Re: [PATCH] Time out for possible dead loops during queuedinvalidation wait

From: Andrew Morton
Date: Wed May 27 2009 - 19:52:16 EST


On Wed, 27 May 2009 16:25:52 -0700
"Yu, Fenghua" <fenghua.yu@xxxxxxxxx> wrote:

> >> Which error code is better? Is EAGAIN ok?
> >
> >That depends on driver details - probably EIO would be suitable, dunno.
> >
> >But all the callers of qi_submit_sync() seem to just drop the error
> >code on the floor:
> >
> > /* should never fail */
> > qi_submit_sync(&desc, iommu);
> >
> >and may well cause a kernel crash as a result.
>
> Should the code go to kernel panic after timeout in qi_submit_sync() loops? When timeout (10 seconds) in the loops, something in hardware could be wrong.
>

The most important thing to do when an error is detected is to protect
the user's data, perhaps by reliably halting the kernel.

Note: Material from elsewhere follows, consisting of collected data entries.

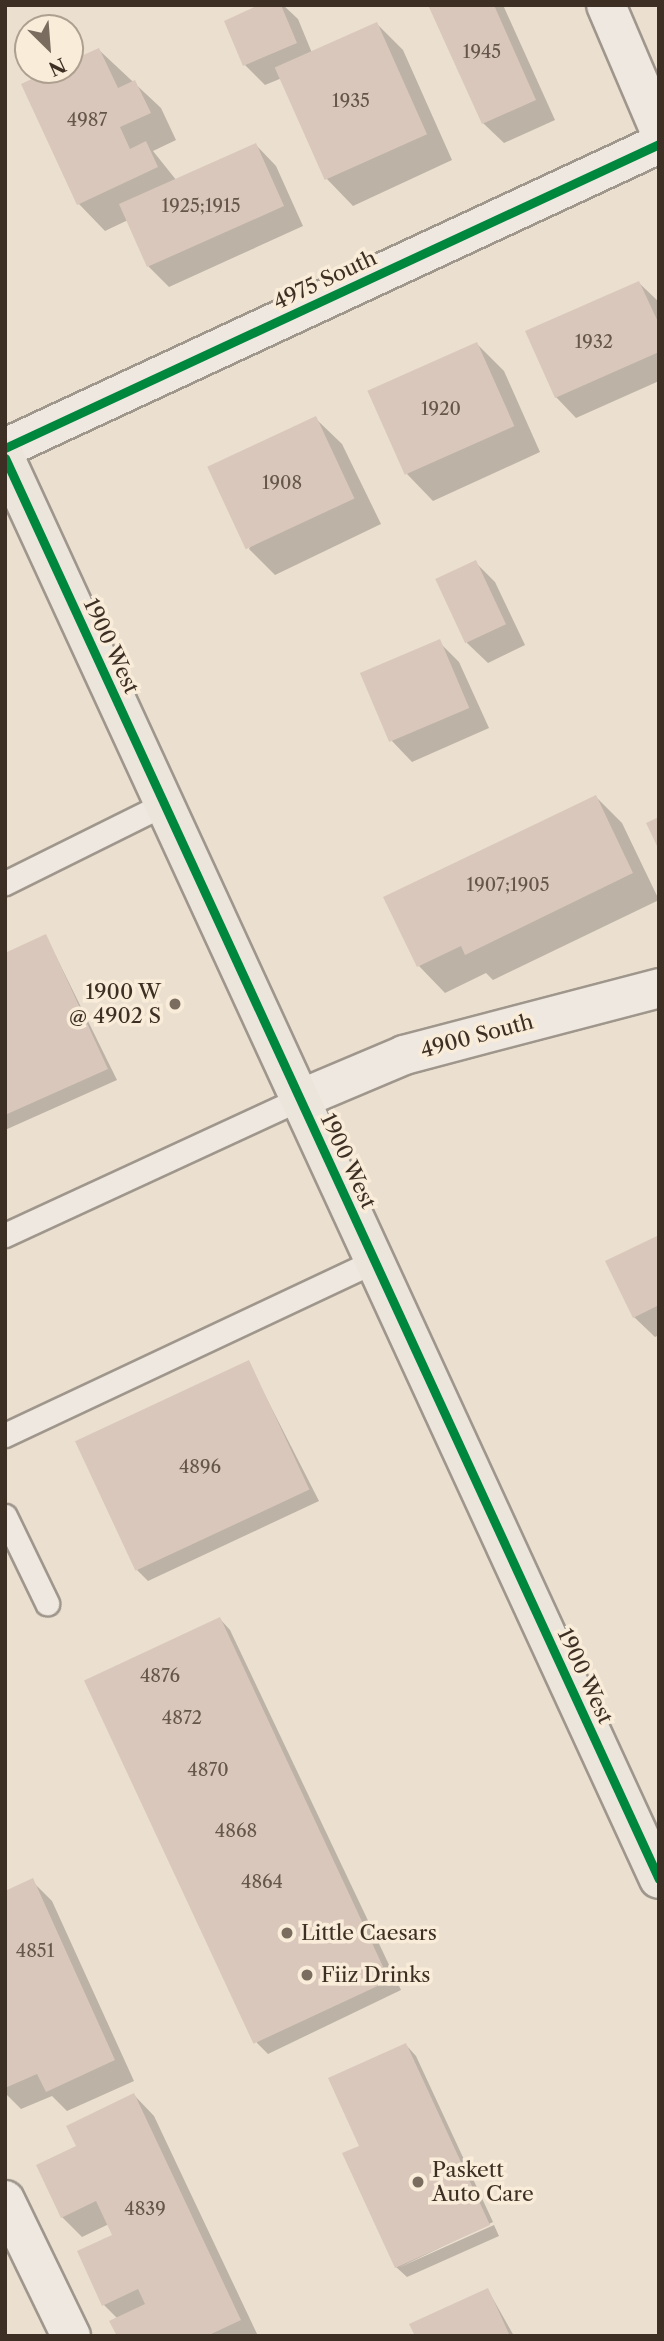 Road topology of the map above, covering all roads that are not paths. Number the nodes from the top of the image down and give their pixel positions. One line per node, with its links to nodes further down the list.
1 (606, 5): 2 (street)
2 (659, 129)
3 (659, 144): 4 (street, 4975 South)
4 (5, 448)
5 (5, 458): 6 (main road, 1900 West)
6 (164, 804): 7 (lane); 9 (main road, 1900 West)
7 (5, 883)
8 (659, 988): 9 (street, 4900 South)
9 (300, 1099): 10 (lane); 11 (main road, 1900 West)
10 (5, 1235)
11 (374, 1262): 12 (lane); 15 (main road, 1900 West)
12 (5, 1435)
13 (5, 1516): 14 (lane)
14 (47, 1603)
15 (659, 1879)
16 (5, 2200): 17 (street)
17 (71, 2336) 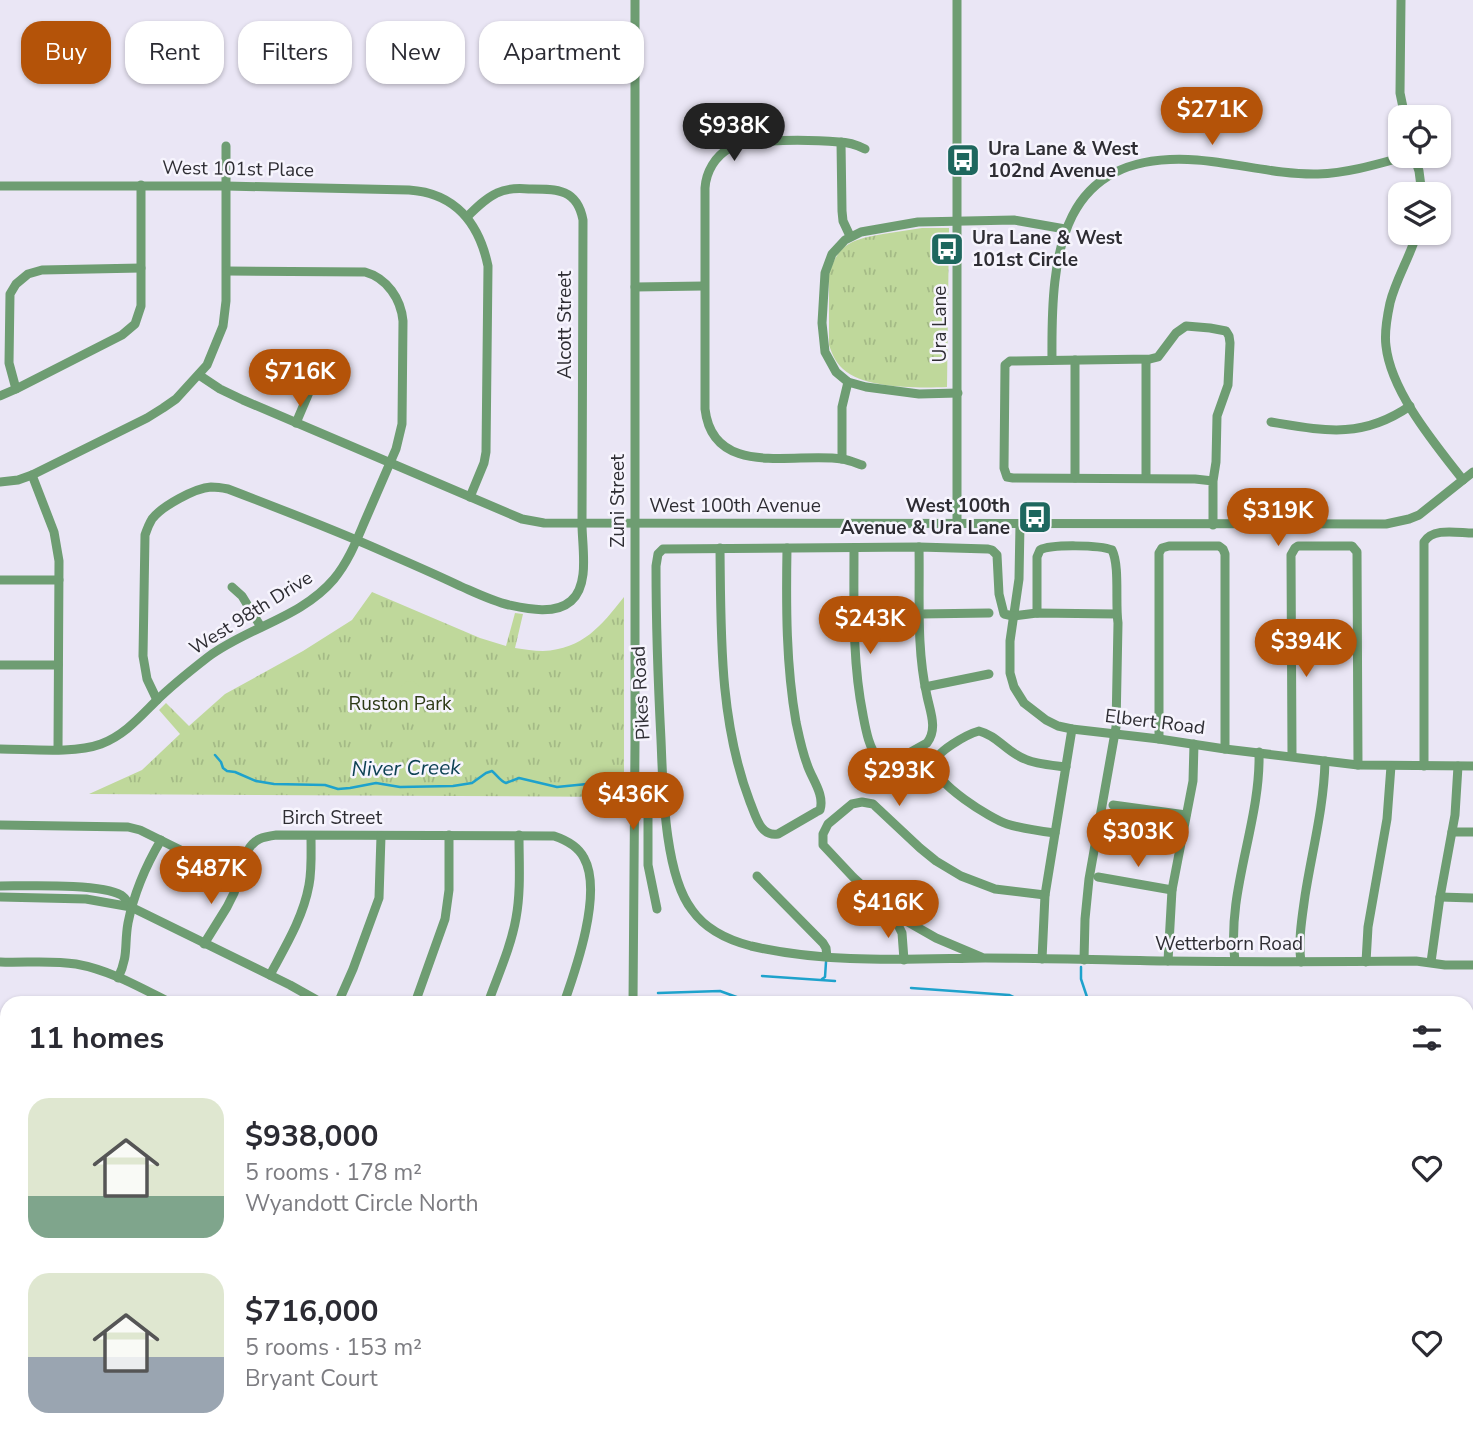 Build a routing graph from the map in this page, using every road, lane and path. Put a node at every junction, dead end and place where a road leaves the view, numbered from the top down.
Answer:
1 (635, 0) edge
2 (957, 0) edge
3 (1401, 0) edge
4 (1402, 105) edge
5 (841, 142) junction
6 (226, 146) dead end
7 (865, 149) dead end
8 (1388, 161) edge
9 (0, 186) edge
10 (141, 186) junction
11 (226, 186) junction
12 (467, 216) junction
13 (958, 220) junction
14 (1065, 229) junction
15 (850, 236) junction
16 (1414, 245) edge
17 (141, 268) junction
18 (227, 271) junction
19 (704, 286) junction
20 (635, 287) junction
21 (1052, 360) junction
22 (1075, 360) junction
23 (1146, 360) junction
24 (312, 364) dead end
25 (199, 375) junction
26 (848, 382) junction
27 (16, 389) junction
28 (958, 393) junction
29 (0, 396) edge
30 (1410, 406) junction
31 (1271, 422) dead end
32 (296, 423) junction
33 (842, 459) junction
34 (389, 464) junction
35 (862, 465) dead end
36 (1473, 472) edge
37 (32, 475) junction
38 (1075, 478) junction
39 (1146, 478) junction
40 (1463, 480) junction
41 (1213, 481) junction
42 (0, 482) edge
43 (470, 497) junction
44 (957, 523) junction
45 (582, 524) junction
46 (635, 524) junction
47 (1020, 524) junction
48 (1213, 525) junction
49 (1468, 533) edge
50 (357, 540) junction
51 (720, 548) junction
52 (787, 548) junction
53 (854, 548) junction
54 (919, 548) junction
55 (0, 580) edge
56 (59, 580) junction
57 (232, 587) dead end
58 (999, 591) junction
59 (1017, 593) junction
60 (1037, 613) junction
61 (920, 614) junction
62 (989, 614) dead end
63 (1116, 614) junction
64 (1013, 617) junction
65 (261, 627) junction
66 (0, 665) edge
67 (58, 666) junction
68 (989, 674) dead end
69 (925, 687) junction
70 (157, 700) junction
71 (1072, 730) junction
72 (1114, 734) junction
73 (1159, 739) junction
74 (1194, 744) junction
75 (0, 749) edge
76 (58, 749) junction
77 (1225, 749) junction
78 (1259, 752) junction
79 (1292, 756) junction
80 (1325, 761) junction
81 (1358, 765) junction
82 (1391, 766) junction
83 (1424, 766) junction
84 (1458, 766) junction
85 (1473, 766) edge
86 (1066, 767) junction
87 (663, 785) junction
88 (1113, 805) dead end
89 (1186, 815) junction
90 (0, 825) edge
91 (1452, 832) junction
92 (1473, 832) edge
93 (1055, 833) junction
94 (449, 835) junction
95 (519, 835) junction
96 (311, 836) junction
97 (381, 836) junction
98 (161, 840) junction
99 (757, 876) dead end
100 (1098, 877) dead end
101 (239, 879) junction
102 (0, 886) edge
103 (56, 886) junction
104 (1172, 890) junction
105 (1045, 895) junction
106 (1440, 897) junction
107 (0, 898) edge
108 (56, 898) junction
109 (1473, 898) edge
110 (131, 907) junction
111 (657, 909) dead end
112 (892, 913) junction
113 (204, 944) junction
114 (807, 954) joint
115 (827, 957) junction
116 (984, 958) junction
117 (1042, 959) junction
118 (1084, 960) junction
119 (904, 961) junction
120 (1168, 961) junction
121 (1235, 961) junction
122 (0, 962) edge
123 (1301, 962) junction
124 (1366, 962) junction
125 (1431, 962) junction
126 (1473, 965) edge
127 (270, 975) junction
128 (118, 978) junction
129 (156, 996) edge
130 (310, 996) edge
131 (341, 996) edge
132 (418, 996) edge
133 (491, 996) edge
134 (566, 996) edge
135 (634, 996) edge

1 - 20 street, Zuni Street
2 - 13 street, Ura Lane
3 - 4 street
5 - 7 street
5 - 15 street
5 - 19 street
6 - 11 street
8 - 14 street
9 - 10 street, West 101st Place
10 - 11 street, West 101st Place
10 - 17 street
11 - 12 street, West 101st Place
11 - 18 street
12 - 43 street
12 - 45 street, Alcott Street
13 - 14 street
13 - 15 street
13 - 28 street, Ura Lane
14 - 21 street
15 - 26 street
16 - 30 street
17 - 27 street
17 - 27 street
18 - 25 street
18 - 34 street, West 98th Drive
19 - 20 street
19 - 33 street
20 - 46 street, Zuni Street
21 - 22 street
21 - 38 street
22 - 23 street
22 - 38 street
23 - 39 street
23 - 41 street
24 - 32 street
25 - 32 street, West 100th Avenue
25 - 37 street
26 - 28 street
26 - 33 street
27 - 29 street
28 - 44 street, Ura Lane
30 - 31 street
30 - 40 street
32 - 34 street, West 100th Avenue
33 - 35 street
34 - 43 street, West 100th Avenue
34 - 50 street, West 98th Drive
36 - 40 street, West 100th Avenue
37 - 42 street
37 - 56 street
38 - 39 street
39 - 41 street
40 - 48 street, West 100th Avenue
41 - 48 street
43 - 45 street, West 100th Avenue
44 - 46 street, West 100th Avenue
44 - 47 street, West 100th Avenue
45 - 46 street, West 100th Avenue
45 - 50 street, Alcott Street
46 - 135 street, Zuni Street
47 - 48 street, West 100th Avenue
47 - 59 street, Elbert Road
49 - 83 street
50 - 65 street, West 98th Drive
50 - 70 street
51 - 52 street
51 - 52 street
51 - 87 street, Pikes Road
52 - 53 street
53 - 54 street
53 - 69 street
54 - 58 street
54 - 61 street
55 - 56 street
56 - 67 street
57 - 65 street
58 - 59 street
58 - 64 street
59 - 64 street, Elbert Road
60 - 63 street
60 - 63 street
60 - 64 street
61 - 62 street
61 - 69 street
63 - 72 street
64 - 71 street, Elbert Road
65 - 70 street, West 98th Drive
66 - 67 street
67 - 76 street
68 - 69 street
70 - 76 street, West 98th Drive
71 - 72 street, Elbert Road
71 - 86 street
72 - 73 street, Elbert Road
72 - 118 street
73 - 74 street, Elbert Road
73 - 77 street
74 - 77 street, Elbert Road
74 - 89 street
75 - 76 street, West 98th Drive
77 - 78 street, Elbert Road
78 - 79 street, Elbert Road
78 - 121 street
79 - 80 street, Elbert Road
79 - 81 street
80 - 81 street, Elbert Road
80 - 123 street
81 - 82 street, Elbert Road
82 - 83 street, Elbert Road
82 - 124 street
83 - 84 street, Elbert Road
84 - 85 street, Elbert Road
84 - 91 street
86 - 93 street
86 - 93 street
87 - 111 street
87 - 114 street, Pikes Road
88 - 89 street
89 - 104 street
90 - 98 street
91 - 92 street
91 - 106 street
93 - 105 street
94 - 95 street, Birch Street
94 - 97 street, Birch Street
94 - 132 street
95 - 133 street
95 - 134 street, Birch Street
96 - 97 street, Birch Street
96 - 101 street, Birch Street
96 - 127 street
97 - 131 street
98 - 101 street
98 - 110 street
99 - 115 street
100 - 104 street
101 - 113 street
102 - 103 street
103 - 108 street
103 - 110 street
104 - 120 street
105 - 112 street, Wetterborn Road
105 - 117 street
106 - 109 street
106 - 125 street
107 - 108 street
108 - 110 street
110 - 113 street
110 - 128 street
112 - 116 street, Wetterborn Road
112 - 119 street
113 - 127 street
114 - 115 street, Wetterborn Road
115 - 119 street, Wetterborn Road
116 - 117 street, Wetterborn Road
116 - 119 street, Wetterborn Road
117 - 118 street, Wetterborn Road
118 - 120 street, Wetterborn Road
120 - 121 street, Wetterborn Road
121 - 123 street, Wetterborn Road
122 - 128 street
123 - 124 street, Wetterborn Road
124 - 125 street, Wetterborn Road
125 - 126 street, Wetterborn Road
127 - 130 street
128 - 129 street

The second most important thing is to report what happened, so people
can fix things.

The third most important thing is to attempt to recover from the error
so that the kernel continues to function. This third requirement often
makes the second one more successful: a still-running kernel can report
things which a crashed kernel cannot.

In this particualr case I'd suggest that the driver be converted to
correctly recognise errors, clean things up and propagate the errors
back in an orderly fashion, as usual.


otoh... How likely is it that this timeout actually occurs? If it's
only conceivable that this can happen when the hardware is busted then
I'd suggest that we not patch the kernel at all - the kernel really has
little chance of surviving broken silicon so why bother adding a little
bit of code here to handle a tiny subset of it?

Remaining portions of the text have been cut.